Снова напряжение в ее красивых холодных глазах. Почти испуг; или снова обманывает призрачный скользящий свет?
— Клавдий, — почти скороговорка, — Клав…
Она впервые произнесла его имя. Поспешно и как-то скомкано, будто боясь обжечь язык.
— Клавдий, у нас большие неприятности… У меня, у Мавина… У нас у всех…
— Да?
— Да… Летом смертность в округе традиционно возрастает. Несчастные случаи в горах, на воде… Отравления, молодежные драки… Колоссальный приток туристов… и очень сложно определить… когда за чьей-либо смертью стоит ведьма. Но… за последние две недели мы приговорили десять человек. Приговоры еще не приведены в исполнение…
Клавдий молчал. Федора волновалась; за всю историю Инквизиции всех служивших в ней женщин можно было перечесть по пальцам. Обеих рук и одной ноги. На подобных постах женщины, как правило, отличаются жестокостью и непримиримостью — в душе Федоры хватало того и другого. Но сейчас она волновалась, и Клавдий не хотел ей мешать.
— За последний месяц, патрон, уровень вновь инициированных ведьм вырос в среднем в два раза… «Колодцы» — семьдесят пять, восемьдесят… Небывалая… агрессивность… И — сцепка. Раньше такого не было, всякая ведьма одиночка… Теперь…
— Почему же куратор Мавин не обращался с докладом в Вижну? — прошелестел Клавдий одним из самых страшных своих голосов. И почувствовал, как отстранилась, сжалась Федора:
— Он… Сперва мы думали, что это ошибка. Потом — что это наш недосмотр, что мы что-то где-то пропустили и теперь расхлебываем… Понятно, докладывать о… собственной несостоятельности…
— Я все понял, — сказал Клавдий обычным голосом. — Не говори Мавину о нашей беседе. Пусть расскажет мне сам.
Машина остановилась перед слабо подсвеченным зданием — памятником архитектуры. Самый старый и красивый Дворец Инквизиции в стране.
— Клав…
Он почувствовал, что его держат за руку.
— Клавдий… Ты ведь все понимаешь? Что происходит? Ты остановишь это, да?
Распахнулась дверца. Водитель почтительно склонился, приглашая господ инквизиторов выйти.
Неприятно пораженный ее слабостью, он хотел ответить что-то успокаивающе-неопределенное — но в этот момент из ночи будто взглянула сузившимися глазами покойная ведьма Магда Ревер. С которой лепестками сползал на пол мятый деловой костюм…
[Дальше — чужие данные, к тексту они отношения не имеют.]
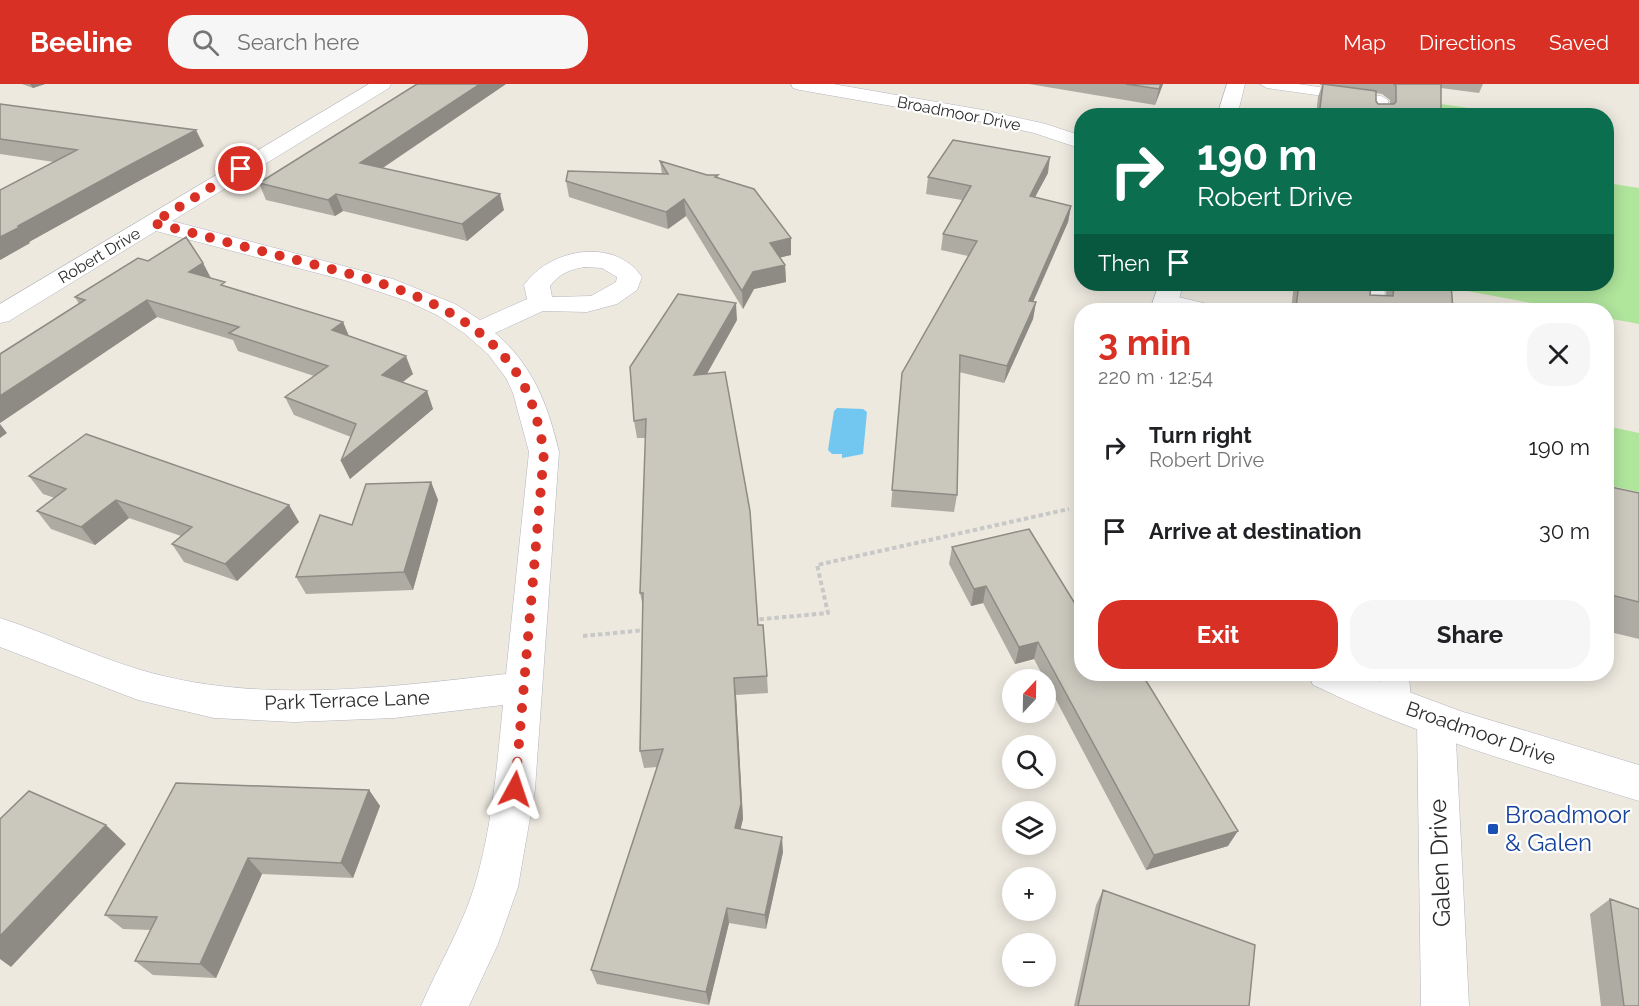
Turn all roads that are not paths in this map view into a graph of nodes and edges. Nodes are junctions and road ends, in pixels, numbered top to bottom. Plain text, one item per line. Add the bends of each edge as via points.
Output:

Он увидел Федору нагой. Такой, как помнил — мягкой и женственной, с тяжелой округлой грудью, со слишком широкими по современным меркам бедрами; на правом плече у нее родинка, снабженная дерзким черным волоском. Упругим, как антенна…
Кобель, подзаборный кобель! На глазах у двух подчиненных!..
— Выходи, — сказал он резко. Слишком резко, Федора отшатнулась, но он не стал заглаживать неловкость. Его борьба с собой длилась долгую минуту и стоила новых седых волос — ладно, теперь он будет жестоким. И с Федорой, и… с ними. Товарками покойной Магды Ревер. Сколько бы их ни сыскалось в благословенном округе Одница.
За неделю до окончания зимы он выпросил у приятеля-гребца ключи от домика на спортбазе.
Под потолком горела лампочка в абажуре из паутины, и тела дохлых мух отбрасывали на фанерные стены непропорционально большие тени. Докрасна раскалялись спирали электрического камина, в углу оранжевой горкой лежали спасательные жилеты, а вдоль стены строго, как часовые, стояли красивые лакированные весла. Клав садился на продавленную кровать и ждал.